*** Begin section ***
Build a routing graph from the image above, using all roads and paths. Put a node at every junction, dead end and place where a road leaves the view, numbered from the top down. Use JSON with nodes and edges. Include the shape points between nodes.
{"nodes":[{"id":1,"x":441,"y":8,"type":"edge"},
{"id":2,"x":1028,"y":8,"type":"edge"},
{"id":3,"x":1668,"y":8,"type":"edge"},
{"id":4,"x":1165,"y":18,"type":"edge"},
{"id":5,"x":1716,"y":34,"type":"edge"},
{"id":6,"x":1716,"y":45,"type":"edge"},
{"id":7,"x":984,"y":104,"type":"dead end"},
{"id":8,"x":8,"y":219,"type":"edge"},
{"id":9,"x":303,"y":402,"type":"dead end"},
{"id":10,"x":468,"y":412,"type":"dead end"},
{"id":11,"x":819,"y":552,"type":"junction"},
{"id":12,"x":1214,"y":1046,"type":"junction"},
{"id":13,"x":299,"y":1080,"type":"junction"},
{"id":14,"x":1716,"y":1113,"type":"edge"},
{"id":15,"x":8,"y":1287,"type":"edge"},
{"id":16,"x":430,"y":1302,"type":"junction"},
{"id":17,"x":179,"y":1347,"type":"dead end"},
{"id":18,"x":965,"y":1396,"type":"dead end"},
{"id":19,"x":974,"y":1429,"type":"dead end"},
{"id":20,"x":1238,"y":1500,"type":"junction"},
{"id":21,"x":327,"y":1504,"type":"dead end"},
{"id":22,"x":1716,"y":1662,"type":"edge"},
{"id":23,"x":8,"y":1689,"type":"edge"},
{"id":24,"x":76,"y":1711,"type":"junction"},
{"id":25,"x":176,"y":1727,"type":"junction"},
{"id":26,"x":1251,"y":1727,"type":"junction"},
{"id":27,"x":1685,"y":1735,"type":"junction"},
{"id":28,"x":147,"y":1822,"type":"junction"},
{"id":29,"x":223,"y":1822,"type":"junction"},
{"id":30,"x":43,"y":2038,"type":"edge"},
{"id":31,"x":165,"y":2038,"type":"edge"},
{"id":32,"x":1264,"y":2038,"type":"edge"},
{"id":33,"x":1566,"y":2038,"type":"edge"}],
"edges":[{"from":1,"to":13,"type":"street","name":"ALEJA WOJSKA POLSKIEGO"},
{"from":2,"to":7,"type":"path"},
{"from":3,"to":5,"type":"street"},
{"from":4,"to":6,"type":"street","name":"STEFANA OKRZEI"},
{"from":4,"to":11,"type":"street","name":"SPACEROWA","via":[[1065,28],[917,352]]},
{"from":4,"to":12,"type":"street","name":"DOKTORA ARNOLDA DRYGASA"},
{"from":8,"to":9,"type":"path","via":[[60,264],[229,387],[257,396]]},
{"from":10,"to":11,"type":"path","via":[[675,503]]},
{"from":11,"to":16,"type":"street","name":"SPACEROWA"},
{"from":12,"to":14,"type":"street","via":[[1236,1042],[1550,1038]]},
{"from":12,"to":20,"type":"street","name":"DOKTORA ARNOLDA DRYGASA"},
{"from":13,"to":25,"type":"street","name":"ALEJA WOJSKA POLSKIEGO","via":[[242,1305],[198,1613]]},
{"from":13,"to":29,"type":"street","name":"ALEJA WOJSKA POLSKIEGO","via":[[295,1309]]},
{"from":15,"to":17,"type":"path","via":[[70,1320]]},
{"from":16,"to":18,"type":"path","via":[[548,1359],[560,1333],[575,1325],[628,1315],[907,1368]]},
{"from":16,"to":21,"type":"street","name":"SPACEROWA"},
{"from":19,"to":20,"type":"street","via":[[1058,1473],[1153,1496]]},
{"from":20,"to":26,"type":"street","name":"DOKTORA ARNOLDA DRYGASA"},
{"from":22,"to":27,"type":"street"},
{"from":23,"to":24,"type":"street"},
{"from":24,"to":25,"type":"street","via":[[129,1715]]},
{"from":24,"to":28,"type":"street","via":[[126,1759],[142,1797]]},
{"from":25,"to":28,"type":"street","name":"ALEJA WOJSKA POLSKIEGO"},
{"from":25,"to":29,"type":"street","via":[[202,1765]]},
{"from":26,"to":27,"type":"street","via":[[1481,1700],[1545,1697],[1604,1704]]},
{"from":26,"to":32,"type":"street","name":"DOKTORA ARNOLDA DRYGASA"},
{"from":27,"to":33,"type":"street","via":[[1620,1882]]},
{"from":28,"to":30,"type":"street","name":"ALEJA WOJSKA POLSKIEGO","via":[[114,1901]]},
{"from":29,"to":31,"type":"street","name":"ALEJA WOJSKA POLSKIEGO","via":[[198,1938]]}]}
*** End section ***
• **Work instructions**
Count up the lines in the material above that contain the string "SPACEROWA", then state that figure alone.

• **Result of this exercise**
3